━━ Exercise data ━━

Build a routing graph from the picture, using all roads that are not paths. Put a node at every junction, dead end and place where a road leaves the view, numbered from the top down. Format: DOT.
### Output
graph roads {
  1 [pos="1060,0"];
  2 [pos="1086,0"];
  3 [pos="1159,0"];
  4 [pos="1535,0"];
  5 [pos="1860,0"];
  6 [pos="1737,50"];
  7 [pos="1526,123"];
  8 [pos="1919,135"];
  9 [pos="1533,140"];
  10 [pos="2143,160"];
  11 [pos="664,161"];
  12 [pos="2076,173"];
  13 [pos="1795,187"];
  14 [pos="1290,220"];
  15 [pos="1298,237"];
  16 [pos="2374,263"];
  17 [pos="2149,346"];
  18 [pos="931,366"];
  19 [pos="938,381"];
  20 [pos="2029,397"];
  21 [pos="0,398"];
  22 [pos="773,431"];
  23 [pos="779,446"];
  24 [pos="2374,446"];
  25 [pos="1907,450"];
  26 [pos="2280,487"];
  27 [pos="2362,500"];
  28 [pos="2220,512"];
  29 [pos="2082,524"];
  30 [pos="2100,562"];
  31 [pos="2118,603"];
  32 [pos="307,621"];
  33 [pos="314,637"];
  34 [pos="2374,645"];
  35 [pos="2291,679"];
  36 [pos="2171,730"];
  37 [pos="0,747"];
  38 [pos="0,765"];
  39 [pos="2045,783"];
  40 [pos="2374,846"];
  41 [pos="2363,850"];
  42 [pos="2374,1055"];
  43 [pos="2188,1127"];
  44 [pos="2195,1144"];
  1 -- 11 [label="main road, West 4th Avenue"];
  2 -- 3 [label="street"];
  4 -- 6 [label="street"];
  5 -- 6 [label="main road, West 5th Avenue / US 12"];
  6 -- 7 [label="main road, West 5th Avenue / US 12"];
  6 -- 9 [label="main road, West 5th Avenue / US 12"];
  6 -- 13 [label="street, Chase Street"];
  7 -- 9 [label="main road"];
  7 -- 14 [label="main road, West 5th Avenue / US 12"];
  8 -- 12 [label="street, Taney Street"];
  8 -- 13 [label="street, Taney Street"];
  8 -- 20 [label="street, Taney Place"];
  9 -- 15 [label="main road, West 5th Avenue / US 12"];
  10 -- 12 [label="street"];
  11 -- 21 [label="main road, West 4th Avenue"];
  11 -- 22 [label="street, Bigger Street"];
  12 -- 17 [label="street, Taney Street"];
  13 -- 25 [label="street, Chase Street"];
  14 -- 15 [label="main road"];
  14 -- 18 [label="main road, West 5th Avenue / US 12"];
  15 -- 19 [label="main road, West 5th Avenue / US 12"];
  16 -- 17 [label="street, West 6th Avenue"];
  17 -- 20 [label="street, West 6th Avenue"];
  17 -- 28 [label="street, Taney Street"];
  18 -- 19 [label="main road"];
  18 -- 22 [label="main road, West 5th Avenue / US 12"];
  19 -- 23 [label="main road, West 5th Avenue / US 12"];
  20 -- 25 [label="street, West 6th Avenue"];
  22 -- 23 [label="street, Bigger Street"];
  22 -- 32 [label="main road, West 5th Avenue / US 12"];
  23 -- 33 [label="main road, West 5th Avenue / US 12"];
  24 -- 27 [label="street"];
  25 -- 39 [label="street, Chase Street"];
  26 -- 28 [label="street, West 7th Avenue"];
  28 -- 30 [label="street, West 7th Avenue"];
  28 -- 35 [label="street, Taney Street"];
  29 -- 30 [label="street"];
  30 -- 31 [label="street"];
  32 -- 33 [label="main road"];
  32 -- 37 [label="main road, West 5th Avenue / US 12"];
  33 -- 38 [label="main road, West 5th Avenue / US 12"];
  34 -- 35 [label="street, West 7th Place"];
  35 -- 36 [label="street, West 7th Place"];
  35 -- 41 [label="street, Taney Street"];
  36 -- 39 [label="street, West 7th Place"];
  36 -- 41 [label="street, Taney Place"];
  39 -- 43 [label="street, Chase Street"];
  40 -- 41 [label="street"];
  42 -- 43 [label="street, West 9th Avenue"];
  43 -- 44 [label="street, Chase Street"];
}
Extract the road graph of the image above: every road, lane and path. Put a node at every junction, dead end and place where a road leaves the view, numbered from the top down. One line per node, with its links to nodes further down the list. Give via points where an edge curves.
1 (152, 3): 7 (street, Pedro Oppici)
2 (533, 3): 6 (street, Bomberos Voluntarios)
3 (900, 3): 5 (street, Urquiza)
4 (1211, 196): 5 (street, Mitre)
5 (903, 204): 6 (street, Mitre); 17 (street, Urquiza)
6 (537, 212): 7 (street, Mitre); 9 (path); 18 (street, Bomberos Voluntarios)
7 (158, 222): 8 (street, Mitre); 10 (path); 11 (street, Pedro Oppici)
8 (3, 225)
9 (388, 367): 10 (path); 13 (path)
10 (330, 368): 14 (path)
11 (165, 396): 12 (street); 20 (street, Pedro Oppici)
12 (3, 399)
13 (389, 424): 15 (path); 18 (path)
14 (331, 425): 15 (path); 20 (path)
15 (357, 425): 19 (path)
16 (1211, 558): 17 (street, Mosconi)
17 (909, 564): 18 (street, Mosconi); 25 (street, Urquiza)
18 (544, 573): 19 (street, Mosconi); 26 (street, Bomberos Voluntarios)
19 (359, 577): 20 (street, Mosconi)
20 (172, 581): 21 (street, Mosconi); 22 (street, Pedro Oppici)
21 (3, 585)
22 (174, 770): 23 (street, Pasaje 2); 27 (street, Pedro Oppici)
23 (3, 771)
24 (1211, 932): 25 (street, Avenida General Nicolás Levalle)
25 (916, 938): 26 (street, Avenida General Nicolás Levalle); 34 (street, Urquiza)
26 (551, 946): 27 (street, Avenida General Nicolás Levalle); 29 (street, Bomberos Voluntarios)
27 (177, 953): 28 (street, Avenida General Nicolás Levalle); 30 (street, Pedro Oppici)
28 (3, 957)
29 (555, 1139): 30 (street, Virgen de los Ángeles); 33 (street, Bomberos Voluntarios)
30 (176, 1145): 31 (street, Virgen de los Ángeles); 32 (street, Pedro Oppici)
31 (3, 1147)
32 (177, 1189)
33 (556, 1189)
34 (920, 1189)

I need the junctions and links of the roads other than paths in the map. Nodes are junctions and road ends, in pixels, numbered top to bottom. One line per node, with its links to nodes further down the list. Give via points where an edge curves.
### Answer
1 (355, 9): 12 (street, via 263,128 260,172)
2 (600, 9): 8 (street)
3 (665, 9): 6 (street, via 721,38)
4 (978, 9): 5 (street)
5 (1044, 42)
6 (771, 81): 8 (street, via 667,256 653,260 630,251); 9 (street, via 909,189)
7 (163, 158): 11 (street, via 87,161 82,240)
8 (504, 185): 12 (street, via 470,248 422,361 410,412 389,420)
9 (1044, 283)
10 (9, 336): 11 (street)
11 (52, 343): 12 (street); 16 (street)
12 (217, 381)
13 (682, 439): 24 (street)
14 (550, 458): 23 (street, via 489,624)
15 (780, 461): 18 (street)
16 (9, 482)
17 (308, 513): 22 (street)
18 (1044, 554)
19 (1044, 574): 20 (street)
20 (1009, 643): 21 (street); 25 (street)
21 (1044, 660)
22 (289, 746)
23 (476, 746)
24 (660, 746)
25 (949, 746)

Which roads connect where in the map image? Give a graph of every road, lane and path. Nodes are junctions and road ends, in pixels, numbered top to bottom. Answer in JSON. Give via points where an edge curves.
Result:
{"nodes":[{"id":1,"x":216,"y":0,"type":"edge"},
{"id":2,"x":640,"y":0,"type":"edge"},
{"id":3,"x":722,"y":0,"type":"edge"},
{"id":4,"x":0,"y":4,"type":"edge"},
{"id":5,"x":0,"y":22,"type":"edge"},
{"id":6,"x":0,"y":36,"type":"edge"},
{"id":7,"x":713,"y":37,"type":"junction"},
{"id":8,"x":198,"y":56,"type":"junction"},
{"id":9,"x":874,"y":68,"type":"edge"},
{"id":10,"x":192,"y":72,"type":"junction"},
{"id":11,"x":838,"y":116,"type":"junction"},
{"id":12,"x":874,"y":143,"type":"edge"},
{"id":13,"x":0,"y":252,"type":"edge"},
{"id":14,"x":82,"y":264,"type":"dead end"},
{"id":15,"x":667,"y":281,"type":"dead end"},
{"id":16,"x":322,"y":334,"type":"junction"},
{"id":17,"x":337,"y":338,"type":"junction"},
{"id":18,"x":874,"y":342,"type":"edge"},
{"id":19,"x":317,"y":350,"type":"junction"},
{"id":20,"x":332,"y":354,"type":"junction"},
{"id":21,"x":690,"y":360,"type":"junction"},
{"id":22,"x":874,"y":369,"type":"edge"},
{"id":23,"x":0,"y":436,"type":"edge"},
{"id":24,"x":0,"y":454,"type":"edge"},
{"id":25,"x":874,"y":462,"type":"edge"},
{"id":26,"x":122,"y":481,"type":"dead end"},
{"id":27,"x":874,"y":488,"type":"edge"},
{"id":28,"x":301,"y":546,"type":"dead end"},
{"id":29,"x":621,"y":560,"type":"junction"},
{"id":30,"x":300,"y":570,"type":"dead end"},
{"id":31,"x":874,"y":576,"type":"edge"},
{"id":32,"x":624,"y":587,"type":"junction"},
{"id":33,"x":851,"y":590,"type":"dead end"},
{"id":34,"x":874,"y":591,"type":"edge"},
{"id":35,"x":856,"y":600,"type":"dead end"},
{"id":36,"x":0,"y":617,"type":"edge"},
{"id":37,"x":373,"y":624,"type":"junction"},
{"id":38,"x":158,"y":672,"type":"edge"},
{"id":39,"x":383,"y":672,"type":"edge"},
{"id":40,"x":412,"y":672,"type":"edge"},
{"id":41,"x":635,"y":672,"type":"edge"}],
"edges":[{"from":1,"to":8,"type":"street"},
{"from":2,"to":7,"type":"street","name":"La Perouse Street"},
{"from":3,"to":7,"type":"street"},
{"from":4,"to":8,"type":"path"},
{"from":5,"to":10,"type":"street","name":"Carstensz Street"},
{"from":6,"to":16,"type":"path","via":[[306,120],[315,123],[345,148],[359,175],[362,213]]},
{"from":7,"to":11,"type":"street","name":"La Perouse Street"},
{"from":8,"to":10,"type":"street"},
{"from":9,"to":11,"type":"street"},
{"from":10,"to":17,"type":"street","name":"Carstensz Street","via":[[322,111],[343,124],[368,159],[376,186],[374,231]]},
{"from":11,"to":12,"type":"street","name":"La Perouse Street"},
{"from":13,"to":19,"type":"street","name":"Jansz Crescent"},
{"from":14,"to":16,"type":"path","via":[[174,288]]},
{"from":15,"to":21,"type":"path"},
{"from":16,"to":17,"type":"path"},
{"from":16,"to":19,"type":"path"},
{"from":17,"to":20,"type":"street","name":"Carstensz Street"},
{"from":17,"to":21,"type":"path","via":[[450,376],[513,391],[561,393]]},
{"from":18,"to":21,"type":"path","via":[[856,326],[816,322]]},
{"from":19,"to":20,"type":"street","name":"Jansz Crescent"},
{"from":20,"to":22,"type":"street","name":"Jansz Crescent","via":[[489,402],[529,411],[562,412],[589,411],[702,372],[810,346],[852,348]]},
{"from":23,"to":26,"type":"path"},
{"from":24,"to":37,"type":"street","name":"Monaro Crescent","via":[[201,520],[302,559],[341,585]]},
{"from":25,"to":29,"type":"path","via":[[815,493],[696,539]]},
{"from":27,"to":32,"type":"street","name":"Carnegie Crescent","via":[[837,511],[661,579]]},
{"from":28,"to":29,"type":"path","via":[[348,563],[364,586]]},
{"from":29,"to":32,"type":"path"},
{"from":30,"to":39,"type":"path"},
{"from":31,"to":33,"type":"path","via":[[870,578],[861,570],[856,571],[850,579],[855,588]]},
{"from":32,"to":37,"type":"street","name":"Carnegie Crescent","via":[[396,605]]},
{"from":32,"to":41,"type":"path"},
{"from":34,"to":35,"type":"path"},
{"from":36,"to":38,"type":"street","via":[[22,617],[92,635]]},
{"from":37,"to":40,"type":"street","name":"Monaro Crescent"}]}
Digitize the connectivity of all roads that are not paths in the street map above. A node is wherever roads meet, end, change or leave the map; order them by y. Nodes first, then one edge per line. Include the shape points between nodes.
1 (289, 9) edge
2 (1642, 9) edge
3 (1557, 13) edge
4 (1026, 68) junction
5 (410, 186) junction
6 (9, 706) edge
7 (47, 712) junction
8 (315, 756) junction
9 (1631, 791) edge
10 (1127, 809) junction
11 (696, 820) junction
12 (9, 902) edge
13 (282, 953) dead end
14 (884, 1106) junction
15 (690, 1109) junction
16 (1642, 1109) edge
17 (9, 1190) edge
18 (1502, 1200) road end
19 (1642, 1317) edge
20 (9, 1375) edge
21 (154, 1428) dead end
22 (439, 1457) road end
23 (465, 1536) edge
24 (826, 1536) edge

━━━

* _Task instructions_:
Identify each line in the records above that contains the word "Carstensz", and copy it out in full.

* _Answer for the task_:
{"from":5,"to":10,"type":"street","name":"Carstensz Street"},
{"from":10,"to":17,"type":"street","name":"Carstensz Street","via":[[322,111],[343,124],[368,159],[376,186],[374,231]]},
{"from":17,"to":20,"type":"street","name":"Carstensz Street"},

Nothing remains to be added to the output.